The Register® — Biting the hand that feeds IT

Feeds

Fossett 'may never be found'

Search continues for missing adventurer

Cloud storage: Lower cost and increase uptime

A police officer involved in the search for adventurer Steve Fossett - who went missing last Monday after taking off from hotelier Barron Hilton's Flying M Ranch, roughly 70 miles southeast of Reno, Nevada - has admitted he "may never be found", the BBC reports.

Forty-five aircraft have scoured an area of 10,000 square miles in an attempt to pinpoint Fossett's presumably crashed Bellanca Citabria Super Decathalon. In the process, they have discovered the remains of six other aircraft, but no sign of Fossett.

One sighting south-east of the Flying M Ranch intially raised hopes that he might have been located, but it turned out to be a false alarm. Nevada Civil Air Patrol Major Cynthia Ryan admitted: "Once again, you had your hopes raised and dashed."

Although Lyon County Undersheriff Joe Sanford told AP there was "a possibility - that he may never be found", he remained optimistic, offering: "With the resources and assets we have, I feel comfortable we'll find the plane in the near-term. Whether it'll be by us, a hunter or a skier, we'll find it. I like to believe the glass is half full."

The search process has been made considerably more difficult by the fact that Fossett didn't file a flight plan for his jaunt to reccy possible locations for an attempt on the land speed record. He did, however, have "full radio capability", but has ominously not made contact. ®

Customer Success Testimonial: Recovery is Everything

Latest Comments
Anonymous Coward

How come

.........why didnt anyone mention that fact the Aliens took him and thats why there is no trace?

...............did, you not see that docu-rama called "Close Encounters of The Third Kind"

0
0
Anonymous Coward

Re : "Mr. Finnbar: I don't agree with you assessment of spy optics"

"That's impressive for the date. Imagine what they CAN see today."

So what you mean is, you don't know, so you're going to guess that they really CAN do what you've seen in the movies? Just because it had that resolution 25 years ago MUST mean that it's now better? Why? Perhaps that WAS the limit of the resolution?

When the electron microscope was developed, some thought it only a matter of time before we'd be able to look at magnifications in the tens of millions. We can't. Why? BECAUSE THERE'S A LIMIT TO THE RESOLUTION. Duh!.

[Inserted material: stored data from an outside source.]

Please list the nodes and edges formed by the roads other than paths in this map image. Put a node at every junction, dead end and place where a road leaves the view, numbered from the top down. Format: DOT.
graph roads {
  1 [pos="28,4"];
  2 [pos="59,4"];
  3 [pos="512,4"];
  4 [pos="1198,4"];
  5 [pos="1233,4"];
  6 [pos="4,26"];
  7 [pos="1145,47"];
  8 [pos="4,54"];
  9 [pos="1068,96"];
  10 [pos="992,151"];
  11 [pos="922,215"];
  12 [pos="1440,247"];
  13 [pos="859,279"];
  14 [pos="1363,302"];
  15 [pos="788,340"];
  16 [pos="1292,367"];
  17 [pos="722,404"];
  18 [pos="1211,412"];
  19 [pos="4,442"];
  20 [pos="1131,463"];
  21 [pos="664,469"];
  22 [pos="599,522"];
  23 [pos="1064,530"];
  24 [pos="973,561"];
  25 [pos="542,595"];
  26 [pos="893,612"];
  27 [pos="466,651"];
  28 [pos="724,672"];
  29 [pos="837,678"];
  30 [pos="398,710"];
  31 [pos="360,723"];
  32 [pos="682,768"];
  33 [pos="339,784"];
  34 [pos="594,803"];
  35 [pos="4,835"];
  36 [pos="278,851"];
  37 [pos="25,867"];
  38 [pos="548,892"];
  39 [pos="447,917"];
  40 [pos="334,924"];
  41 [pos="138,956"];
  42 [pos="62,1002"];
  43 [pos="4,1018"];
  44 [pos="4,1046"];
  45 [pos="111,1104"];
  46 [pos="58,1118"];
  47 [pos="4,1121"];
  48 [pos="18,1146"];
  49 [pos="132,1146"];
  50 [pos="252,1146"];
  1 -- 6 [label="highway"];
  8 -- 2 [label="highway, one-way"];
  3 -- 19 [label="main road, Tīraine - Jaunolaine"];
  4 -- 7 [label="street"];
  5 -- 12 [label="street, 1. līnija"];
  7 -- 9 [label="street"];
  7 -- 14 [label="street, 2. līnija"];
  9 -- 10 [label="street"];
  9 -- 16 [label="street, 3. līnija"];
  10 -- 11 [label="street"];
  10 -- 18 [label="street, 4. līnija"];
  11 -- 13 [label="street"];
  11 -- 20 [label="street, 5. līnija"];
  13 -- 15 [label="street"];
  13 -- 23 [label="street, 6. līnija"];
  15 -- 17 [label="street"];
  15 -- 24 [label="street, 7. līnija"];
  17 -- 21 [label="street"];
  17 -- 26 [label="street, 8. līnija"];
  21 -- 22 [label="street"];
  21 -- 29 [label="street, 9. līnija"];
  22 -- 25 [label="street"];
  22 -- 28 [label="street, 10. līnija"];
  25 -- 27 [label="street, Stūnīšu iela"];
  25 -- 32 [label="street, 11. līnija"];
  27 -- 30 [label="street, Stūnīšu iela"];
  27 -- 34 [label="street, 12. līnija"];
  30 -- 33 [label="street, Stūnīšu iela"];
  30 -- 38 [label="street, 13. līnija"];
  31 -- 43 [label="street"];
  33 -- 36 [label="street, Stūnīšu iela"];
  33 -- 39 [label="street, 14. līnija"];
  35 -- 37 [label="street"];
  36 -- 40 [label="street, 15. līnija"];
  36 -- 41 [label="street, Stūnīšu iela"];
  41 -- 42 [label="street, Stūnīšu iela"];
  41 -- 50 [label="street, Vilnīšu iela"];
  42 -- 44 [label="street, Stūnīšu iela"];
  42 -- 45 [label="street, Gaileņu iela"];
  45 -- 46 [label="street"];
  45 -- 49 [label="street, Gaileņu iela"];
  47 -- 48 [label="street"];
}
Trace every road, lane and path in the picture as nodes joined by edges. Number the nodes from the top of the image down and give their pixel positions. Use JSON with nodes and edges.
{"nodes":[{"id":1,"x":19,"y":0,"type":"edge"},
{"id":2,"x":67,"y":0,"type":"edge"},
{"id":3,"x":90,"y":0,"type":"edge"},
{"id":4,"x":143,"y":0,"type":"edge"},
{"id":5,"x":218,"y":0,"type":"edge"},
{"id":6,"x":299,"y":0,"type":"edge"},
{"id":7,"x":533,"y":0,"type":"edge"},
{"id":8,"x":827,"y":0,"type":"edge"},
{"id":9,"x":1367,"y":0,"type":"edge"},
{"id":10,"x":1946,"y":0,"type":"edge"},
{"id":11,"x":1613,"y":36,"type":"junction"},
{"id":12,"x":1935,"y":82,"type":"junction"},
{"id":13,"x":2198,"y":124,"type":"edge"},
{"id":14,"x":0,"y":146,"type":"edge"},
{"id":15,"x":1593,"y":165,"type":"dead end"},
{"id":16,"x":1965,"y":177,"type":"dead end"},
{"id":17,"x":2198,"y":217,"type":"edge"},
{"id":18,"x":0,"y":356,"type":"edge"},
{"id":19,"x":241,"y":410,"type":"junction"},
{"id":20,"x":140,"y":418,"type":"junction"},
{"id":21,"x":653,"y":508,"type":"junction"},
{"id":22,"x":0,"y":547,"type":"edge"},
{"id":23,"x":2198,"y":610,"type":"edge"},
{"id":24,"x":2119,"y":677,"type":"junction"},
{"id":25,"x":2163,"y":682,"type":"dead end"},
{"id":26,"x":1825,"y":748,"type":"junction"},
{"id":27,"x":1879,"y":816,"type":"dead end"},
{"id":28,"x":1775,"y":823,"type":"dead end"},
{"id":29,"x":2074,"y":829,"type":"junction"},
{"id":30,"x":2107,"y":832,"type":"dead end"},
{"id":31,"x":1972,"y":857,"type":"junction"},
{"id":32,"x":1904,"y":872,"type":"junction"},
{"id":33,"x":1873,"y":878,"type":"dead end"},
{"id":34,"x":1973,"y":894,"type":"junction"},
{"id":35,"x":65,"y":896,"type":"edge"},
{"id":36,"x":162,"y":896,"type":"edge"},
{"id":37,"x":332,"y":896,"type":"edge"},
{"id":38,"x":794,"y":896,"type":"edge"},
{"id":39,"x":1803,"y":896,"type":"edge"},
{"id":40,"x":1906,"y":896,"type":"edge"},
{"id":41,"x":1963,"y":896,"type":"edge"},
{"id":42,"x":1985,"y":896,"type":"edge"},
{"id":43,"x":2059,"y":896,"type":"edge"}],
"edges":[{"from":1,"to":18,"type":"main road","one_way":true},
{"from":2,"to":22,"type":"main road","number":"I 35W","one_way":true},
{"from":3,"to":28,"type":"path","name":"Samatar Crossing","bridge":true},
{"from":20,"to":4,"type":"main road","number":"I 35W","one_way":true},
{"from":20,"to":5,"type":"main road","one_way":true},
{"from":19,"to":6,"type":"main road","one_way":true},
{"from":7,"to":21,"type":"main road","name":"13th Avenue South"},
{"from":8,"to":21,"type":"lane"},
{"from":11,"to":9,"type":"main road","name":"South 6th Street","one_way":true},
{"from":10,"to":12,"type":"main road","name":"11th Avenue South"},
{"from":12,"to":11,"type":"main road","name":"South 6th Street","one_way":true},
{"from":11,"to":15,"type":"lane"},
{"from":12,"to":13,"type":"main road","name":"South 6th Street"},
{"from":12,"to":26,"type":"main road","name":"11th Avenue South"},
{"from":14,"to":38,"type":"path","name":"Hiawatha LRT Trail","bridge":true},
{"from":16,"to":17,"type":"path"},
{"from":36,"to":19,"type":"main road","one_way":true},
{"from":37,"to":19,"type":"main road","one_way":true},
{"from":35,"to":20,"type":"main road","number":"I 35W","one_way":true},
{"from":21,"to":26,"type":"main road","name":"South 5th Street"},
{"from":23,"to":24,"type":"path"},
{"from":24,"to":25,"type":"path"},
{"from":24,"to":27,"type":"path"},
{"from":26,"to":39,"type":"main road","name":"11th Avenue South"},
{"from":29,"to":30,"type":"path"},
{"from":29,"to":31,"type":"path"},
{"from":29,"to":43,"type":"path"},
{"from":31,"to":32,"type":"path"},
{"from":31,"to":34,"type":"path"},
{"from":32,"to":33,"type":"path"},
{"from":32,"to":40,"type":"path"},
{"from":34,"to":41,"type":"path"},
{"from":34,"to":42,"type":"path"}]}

I can imagine I'm invisible and can fly too, but it doesn't make it true.

Of course, if you are an expert in spy satellite optical equipment, feel free to divulge all.

0
0

Reality of searching for airplane crashes

1) 121.5 MHz ELT's are generally know as hard landing detectors. The time spent hunting down which hangar contains the beaconing ELT has been an amusing way to spend an afternoon for many a CAP patrol. In mountainous terrain, the signal bounces too efficiently causing hotspots that are highly misleading. They also depend on external antennas that may not survive being scrubbed off the airframe. If the airplane burns, you might only have minutes before the unit is incinerated.

2) Rattling on about using hight technology that is capable of detecting "airplane shaped objects" is pretty telling, You've never had to search for a Cessna tinfoil ball in mountainous terrain. A tube frame Aeronca or Bellanca just might have enough of the "airplane shaped object" left over if it lands just right but controlled flight into terrain also says that it probably won't survive in much of its original shape either. You might be better off looking for burned, dark sooty areas that contrast against a lighter background.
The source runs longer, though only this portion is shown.